On June 12, 2019, in Williams v. Prepared Insurance Company, No. 4D18-692, a breach of homeowners insurance contract lawsuit, the Florida Fourth DCA  reversed a ruling of the trial court which had struck plaintiffs’ pleadings and imposed a fees and costs sanction against the plaintiffs’ counsel for alleged bad faith in failing to produce a non-party witness for deposition. The non-party witness was initially described by the plaintiffs’ counsel as a “loss consultant” in pre-suit correspondence and the defense issued a notice of deposition to him prior to the plaintiffs’ filing of their trial witness list.  When he did not appear for the deposition, the trial court  directed the plaintiffs as a sanction to reimburse the insurance company.  The plaintiffs subsequently listed another individual as their expert witness but included the original non-party witness as a fact witness.  After he again failed to appear for deposition, the trial court directed plaintiffs’ counsel to provide a better address for a subpoena.  The plaintiffs provided an address and simultaneously amended their witness list to exclude him as a witness.
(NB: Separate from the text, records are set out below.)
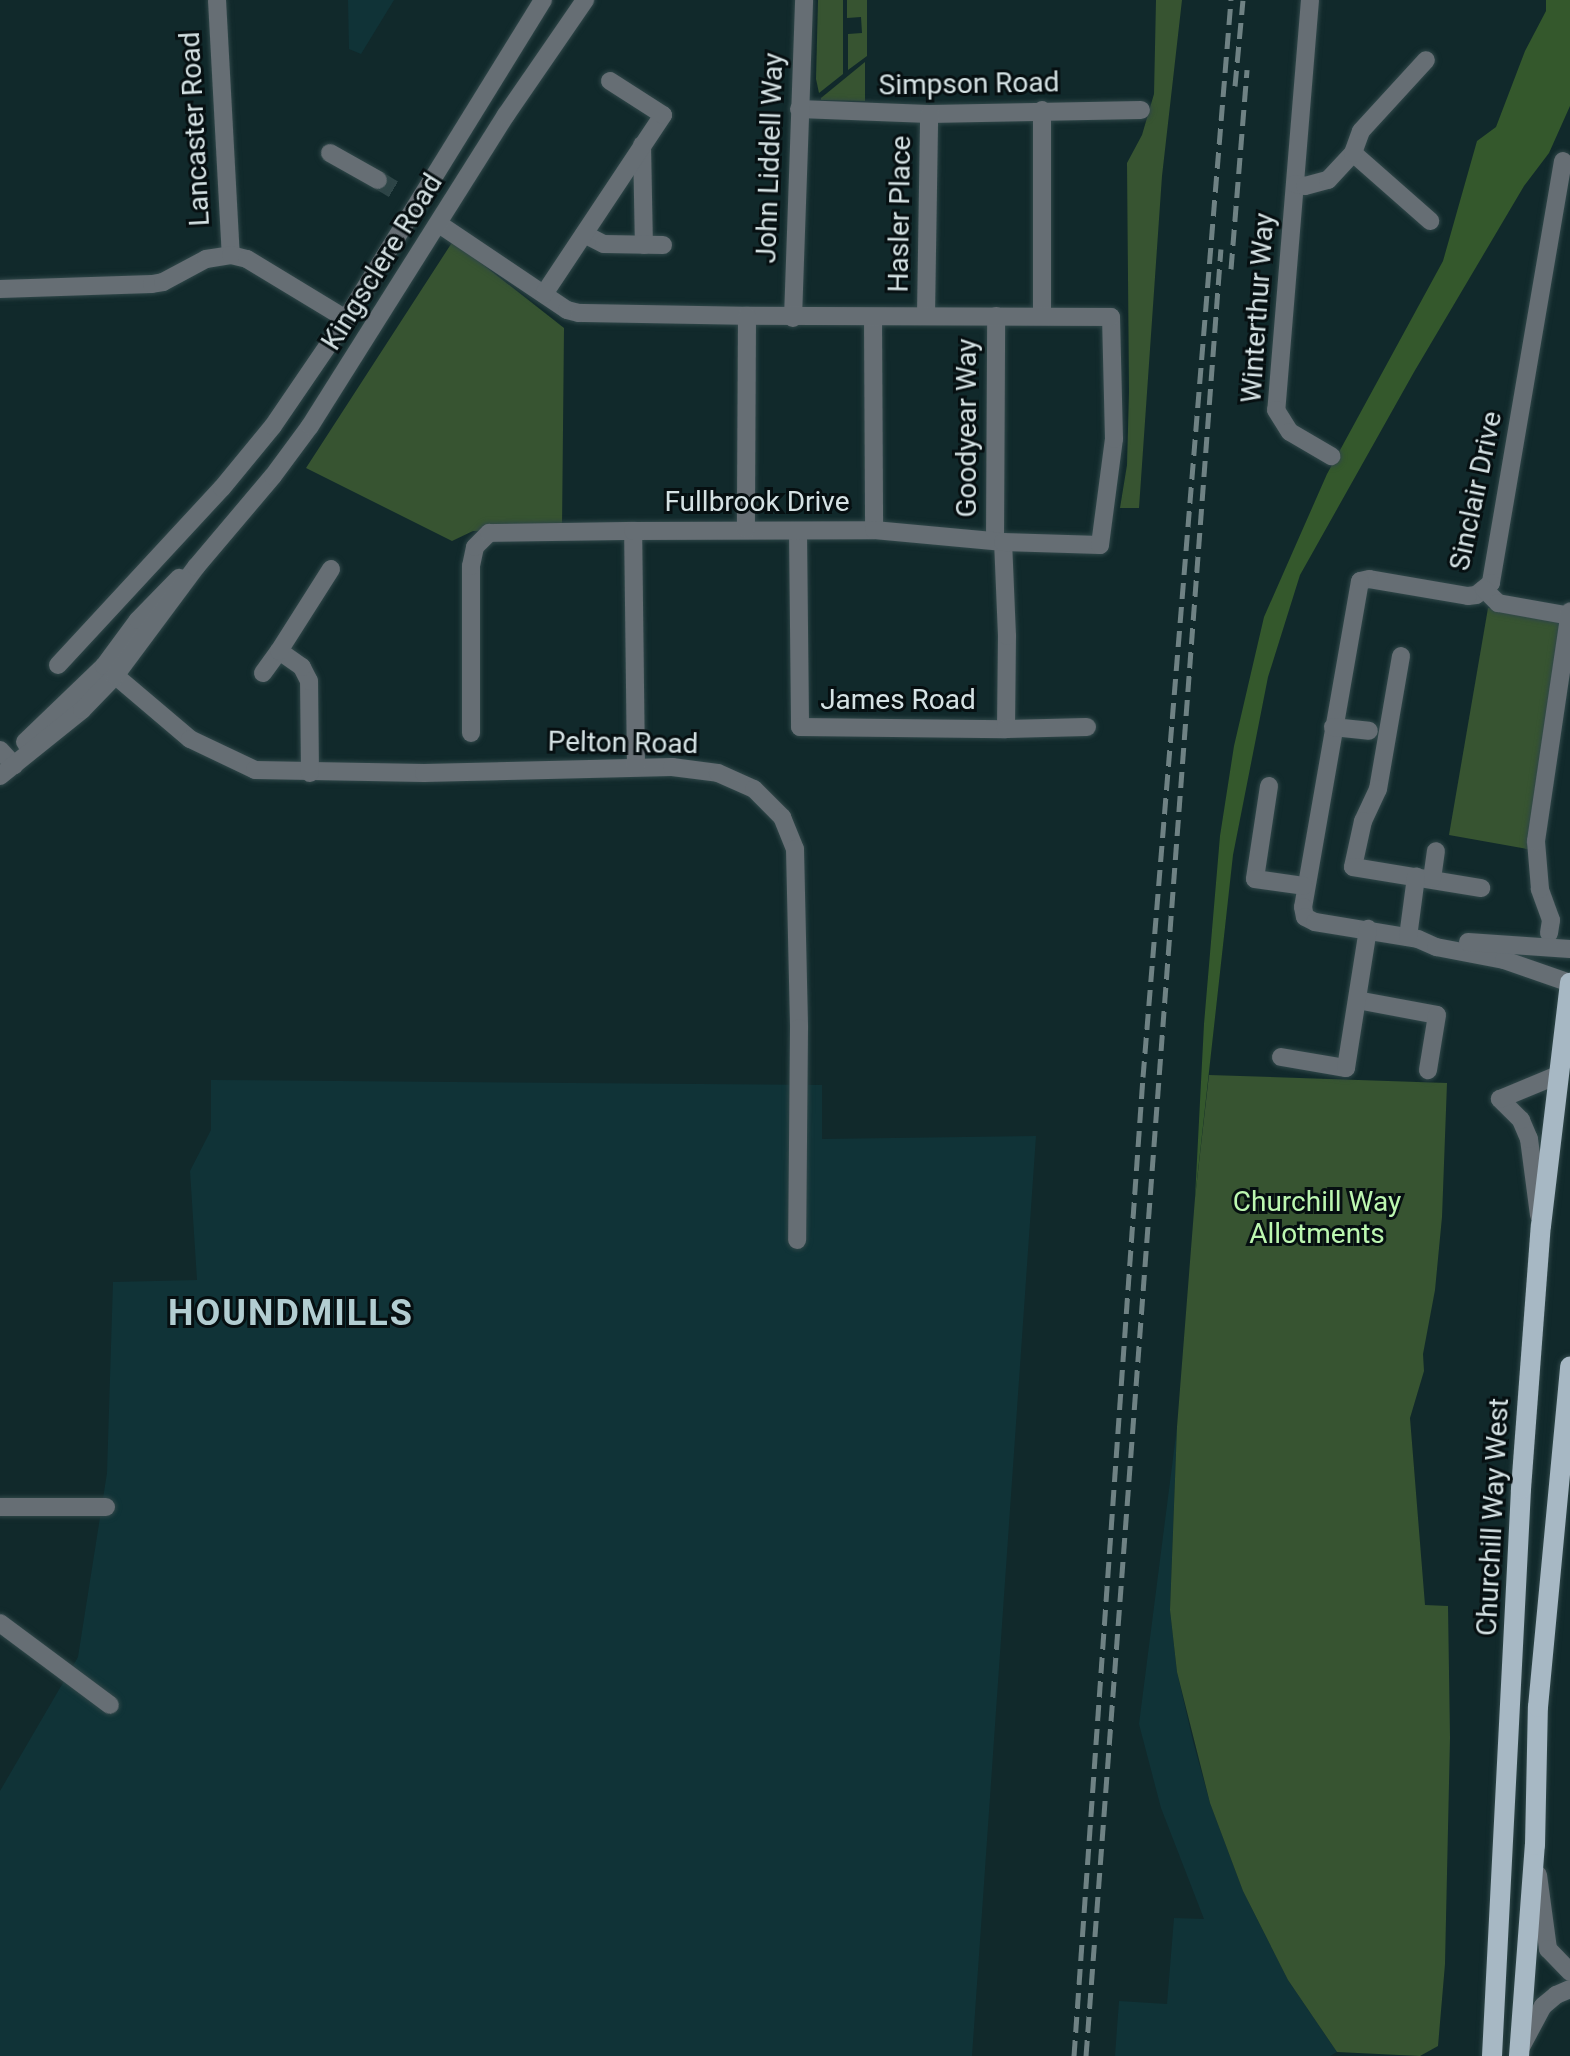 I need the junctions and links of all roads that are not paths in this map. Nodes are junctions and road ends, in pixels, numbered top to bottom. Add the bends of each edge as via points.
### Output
1 (217, 0) edge
2 (543, 0) edge
3 (585, 0) edge
4 (804, 0) edge
5 (1310, 0) edge
6 (529, 23) junction
7 (556, 39) junction
8 (1426, 60) dead end
9 (610, 81) dead end
10 (799, 109) junction
11 (1042, 110) junction
12 (1141, 110) dead end
13 (929, 114) junction
14 (642, 145) junction
15 (1353, 153) junction
16 (329, 155) dead end
17 (1563, 161) dead end
18 (378, 180) tunnel mouth
19 (1295, 184) junction
20 (1430, 221) dead end
21 (439, 224) junction
22 (584, 234) junction
23 (231, 255) junction
24 (0, 289) edge
25 (544, 294) junction
26 (926, 315) junction
27 (747, 316) junction
28 (996, 316) junction
29 (1042, 316) junction
30 (793, 318) junction
31 (873, 318) junction
32 (346, 319) junction
33 (1331, 456) dead end
34 (222, 488) junction
35 (247, 508) junction
36 (746, 529) junction
37 (874, 530) junction
38 (633, 531) junction
39 (798, 531) junction
40 (999, 542) junction
41 (331, 569) dead end
42 (1484, 589) junction
43 (1570, 615) edge
44 (279, 651) junction
45 (1401, 656) dead end
46 (58, 665) dead end
47 (110, 671) junction
48 (263, 673) dead end
49 (1087, 727) dead end
50 (1333, 727) junction
51 (1006, 729) junction
52 (1369, 731) dead end
53 (471, 733) dead end
54 (4, 762) edge
55 (636, 767) junction
56 (310, 773) junction
57 (1269, 786) dead end
58 (1436, 851) dead end
59 (1424, 878) junction
60 (1304, 886) junction
61 (1481, 888) dead end
62 (1368, 929) junction
63 (1549, 933) dead end
64 (1413, 938) junction
65 (1570, 949) edge
66 (1570, 983) edge
67 (1357, 1000) junction
68 (1281, 1057) dead end
69 (1428, 1070) dead end
70 (1558, 1075) junction
71 (1541, 1226) junction
72 (797, 1240) dead end
73 (1570, 1367) edge
74 (0, 1507) edge
75 (106, 1507) dead end
76 (0, 1623) edge
77 (110, 1705) dead end
78 (1535, 1845) junction
79 (1570, 1972) edge
80 (1570, 1989) edge
81 (1519, 2053) edge
82 (1492, 2056) edge

1 - 23 street, Lancaster Road
2 - 6 street, Kingsclere Road
3 - 7 street, Kingsclere Road
4 - 10 street, John Liddell Way
5 - 19 street, Winterthur Way
6 - 7 street
6 - 32 street, Kingsclere Road via 408,198
7 - 21 street, Kingsclere Road
8 - 15 street, Winterthur Way via 1361,131
9 - 14 street via 663,115
10 - 13 street, Simpson Road
10 - 30 street, John Liddell Way
11 - 12 street, Simpson Road
11 - 13 street, Simpson Road
11 - 29 street
13 - 26 street, Hasler Place
14 - 22 street
14 - 22 street via 653,245 604,244
15 - 19 street, Winterthur Way via 1328,180
15 - 20 street
16 - 18 street
17 - 42 street, Sinclair Drive via 1494,572
19 - 33 street, Winterthur Way via 1276,410 1290,432
21 - 25 street
21 - 35 street, Kingsclere Road via 310,426
22 - 25 street
23 - 24 street, Lancaster Road via 206,259 152,284
23 - 32 street, Lancaster Road via 247,259
25 - 27 street via 579,313
26 - 28 street
26 - 31 street
27 - 30 street
27 - 36 street
28 - 29 street
28 - 40 street, Goodyear Way
29 - 40 street via 1111,317 1114,439 1100,545
30 - 31 street
31 - 37 street, Fullbrook Drive
32 - 34 street, Kingsclere Road via 273,426
34 - 35 street
34 - 46 street, Kingsclere Road
35 - 47 street, Kingsclere Road via 196,567 138,620
36 - 38 street, Fullbrook Drive
36 - 39 street, Fullbrook Drive
37 - 39 street, Fullbrook Drive
37 - 40 street
38 - 53 street via 489,533 475,547
38 - 55 street, Fullbrook Drive
39 - 51 street, James Road via 800,727
40 - 51 street, James Road via 1007,636
41 - 44 street
42 - 43 street via 1498,603
42 - 50 street, Sinclair Drive via 1468,596 1360,581
43 - 63 street via 1536,841
44 - 48 street
44 - 56 street via 302,667 309,681
45 - 59 street via 1378,789 1363,821 1353,867
47 - 54 street, Kingsclere Road
47 - 56 street, Pelton Road via 213,753 255,770
49 - 51 street
50 - 52 street
50 - 60 street, Sinclair Drive
55 - 56 street, Pelton Road
55 - 72 street, Pelton Road via 718,773 754,789 782,817 795,849
57 - 60 street via 1255,879
58 - 59 street
59 - 61 street
59 - 64 street
60 - 62 street, Sinclair Drive via 1305,917
62 - 64 street, Sinclair Drive
62 - 67 street
64 - 65 street, Sinclair Drive
64 - 66 street, Sinclair Drive
66 - 70 main road, Churchill Way West
67 - 68 street via 1346,1068
67 - 69 street via 1437,1015
70 - 71 main road, Churchill Way West
70 - 71 street via 1500,1099 1521,1120 1529,1139
71 - 82 main road, Churchill Way West via 1521,1489
73 - 78 main road, Churchill Way West via 1538,1707
74 - 75 street
76 - 77 street
78 - 79 street via 1548,1949
78 - 81 main road, Churchill Way West
80 - 81 street via 1543,2006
The defense was able to obtain service on the non-party witness at the address provided by plaintiffs, but he again failed to appear for his scheduled deposition, resulting in the sanctions discussed above.

On appeal, the Fourth DCA noted that the trial court did not cite to any authority requiring the plaintiffs’ law firm produce the non-party witness for deposition.  The Fourth DCA stated that the witness “is not the type of witness a party is required to produce, such as an expert or corporate representative. Cf. State Farm Mut. Auto. Ins. Co. v. Swindoll, 54 So. 3d 548, 552 (Fla. 3d DCA 2011); Precision Tune Auto Care, 804 So. 2d at 1288. He is a fact witness. While sanctions can be based on a party’s failure to provide an address for its witness, see Jones v. Publix Super Markets, Inc., 114 So. 3d 998, 1004 (Fla. 5th DCA 2012), the trial court’s findings reflect that the law firm did provide a valid address—the Orlando address—and that [the witness] was served there. The trial court did not find that the Orlando address was not provided in a timely fashion.”  The Fourth DCA additionally noted that while the “inequitable conduct” doctrine permits the award of attorney’s fees where one party has exhibited egregious conduct or acted in bad faith, see Bitterman v. Bitterman, 714 So. 2d 356, 365 (Fla. 1998), the doctrine is rarely applicable and is reserved for those extreme cases where a party acts in bad faith, vexatiously, wantonly, or for oppressive reasons. In the instant case, the Fourth DCA concluded that plaintiffs’ counsel had not even been under a duty to produce the witness for deposition, much less acted in bad faith in failing to do so.